_Exercise_. Below are some entries; set them all down exactly.

Record set: Begin

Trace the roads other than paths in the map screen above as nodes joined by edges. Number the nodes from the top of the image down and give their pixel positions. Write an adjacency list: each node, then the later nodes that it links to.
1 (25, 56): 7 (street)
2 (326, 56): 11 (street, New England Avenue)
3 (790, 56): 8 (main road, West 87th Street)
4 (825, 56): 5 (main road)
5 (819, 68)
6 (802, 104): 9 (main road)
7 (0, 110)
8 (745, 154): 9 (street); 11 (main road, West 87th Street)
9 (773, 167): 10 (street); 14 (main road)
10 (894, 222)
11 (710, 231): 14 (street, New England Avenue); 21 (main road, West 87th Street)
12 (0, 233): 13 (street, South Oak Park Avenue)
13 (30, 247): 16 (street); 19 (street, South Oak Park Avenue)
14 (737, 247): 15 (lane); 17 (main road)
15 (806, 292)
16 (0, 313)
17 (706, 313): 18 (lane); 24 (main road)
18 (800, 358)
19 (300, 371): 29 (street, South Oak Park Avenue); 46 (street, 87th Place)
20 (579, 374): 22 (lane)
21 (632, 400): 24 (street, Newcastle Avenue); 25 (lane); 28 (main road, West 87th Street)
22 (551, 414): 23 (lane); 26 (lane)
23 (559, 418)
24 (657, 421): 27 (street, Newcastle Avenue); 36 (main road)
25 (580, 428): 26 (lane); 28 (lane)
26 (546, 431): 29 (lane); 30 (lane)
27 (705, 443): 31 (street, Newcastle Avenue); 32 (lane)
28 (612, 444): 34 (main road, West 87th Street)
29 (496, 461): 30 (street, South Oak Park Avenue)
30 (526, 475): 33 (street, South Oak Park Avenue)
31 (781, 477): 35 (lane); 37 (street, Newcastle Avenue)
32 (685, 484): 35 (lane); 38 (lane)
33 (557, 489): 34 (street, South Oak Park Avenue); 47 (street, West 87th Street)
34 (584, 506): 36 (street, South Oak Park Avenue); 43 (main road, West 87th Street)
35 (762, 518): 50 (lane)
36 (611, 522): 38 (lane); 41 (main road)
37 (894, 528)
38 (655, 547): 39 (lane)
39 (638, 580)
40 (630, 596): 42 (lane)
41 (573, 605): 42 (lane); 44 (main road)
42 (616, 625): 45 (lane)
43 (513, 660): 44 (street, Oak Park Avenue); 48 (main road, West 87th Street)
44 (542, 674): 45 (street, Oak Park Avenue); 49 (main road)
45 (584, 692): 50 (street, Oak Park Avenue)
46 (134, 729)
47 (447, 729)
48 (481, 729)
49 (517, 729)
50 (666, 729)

Record set: End

_Task solution_.
Trace the roads other than paths in the map screen above as nodes joined by edges. Number the nodes from the top of the image down and give their pixel positions. Write an adjacency list: each node, then the later nodes that it links to.
1 (25, 56): 7 (street)
2 (326, 56): 11 (street, New England Avenue)
3 (790, 56): 8 (main road, West 87th Street)
4 (825, 56): 5 (main road)
5 (819, 68)
6 (802, 104): 9 (main road)
7 (0, 110)
8 (745, 154): 9 (street); 11 (main road, West 87th Street)
9 (773, 167): 10 (street); 14 (main road)
10 (894, 222)
11 (710, 231): 14 (street, New England Avenue); 21 (main road, West 87th Street)
12 (0, 233): 13 (street, South Oak Park Avenue)
13 (30, 247): 16 (street); 19 (street, South Oak Park Avenue)
14 (737, 247): 15 (lane); 17 (main road)
15 (806, 292)
16 (0, 313)
17 (706, 313): 18 (lane); 24 (main road)
18 (800, 358)
19 (300, 371): 29 (street, South Oak Park Avenue); 46 (street, 87th Place)
20 (579, 374): 22 (lane)
21 (632, 400): 24 (street, Newcastle Avenue); 25 (lane); 28 (main road, West 87th Street)
22 (551, 414): 23 (lane); 26 (lane)
23 (559, 418)
24 (657, 421): 27 (street, Newcastle Avenue); 36 (main road)
25 (580, 428): 26 (lane); 28 (lane)
26 (546, 431): 29 (lane); 30 (lane)
27 (705, 443): 31 (street, Newcastle Avenue); 32 (lane)
28 (612, 444): 34 (main road, West 87th Street)
29 (496, 461): 30 (street, South Oak Park Avenue)
30 (526, 475): 33 (street, South Oak Park Avenue)
31 (781, 477): 35 (lane); 37 (street, Newcastle Avenue)
32 (685, 484): 35 (lane); 38 (lane)
33 (557, 489): 34 (street, South Oak Park Avenue); 47 (street, West 87th Street)
34 (584, 506): 36 (street, South Oak Park Avenue); 43 (main road, West 87th Street)
35 (762, 518): 50 (lane)
36 (611, 522): 38 (lane); 41 (main road)
37 (894, 528)
38 (655, 547): 39 (lane)
39 (638, 580)
40 (630, 596): 42 (lane)
41 (573, 605): 42 (lane); 44 (main road)
42 (616, 625): 45 (lane)
43 (513, 660): 44 (street, Oak Park Avenue); 48 (main road, West 87th Street)
44 (542, 674): 45 (street, Oak Park Avenue); 49 (main road)
45 (584, 692): 50 (street, Oak Park Avenue)
46 (134, 729)
47 (447, 729)
48 (481, 729)
49 (517, 729)
50 (666, 729)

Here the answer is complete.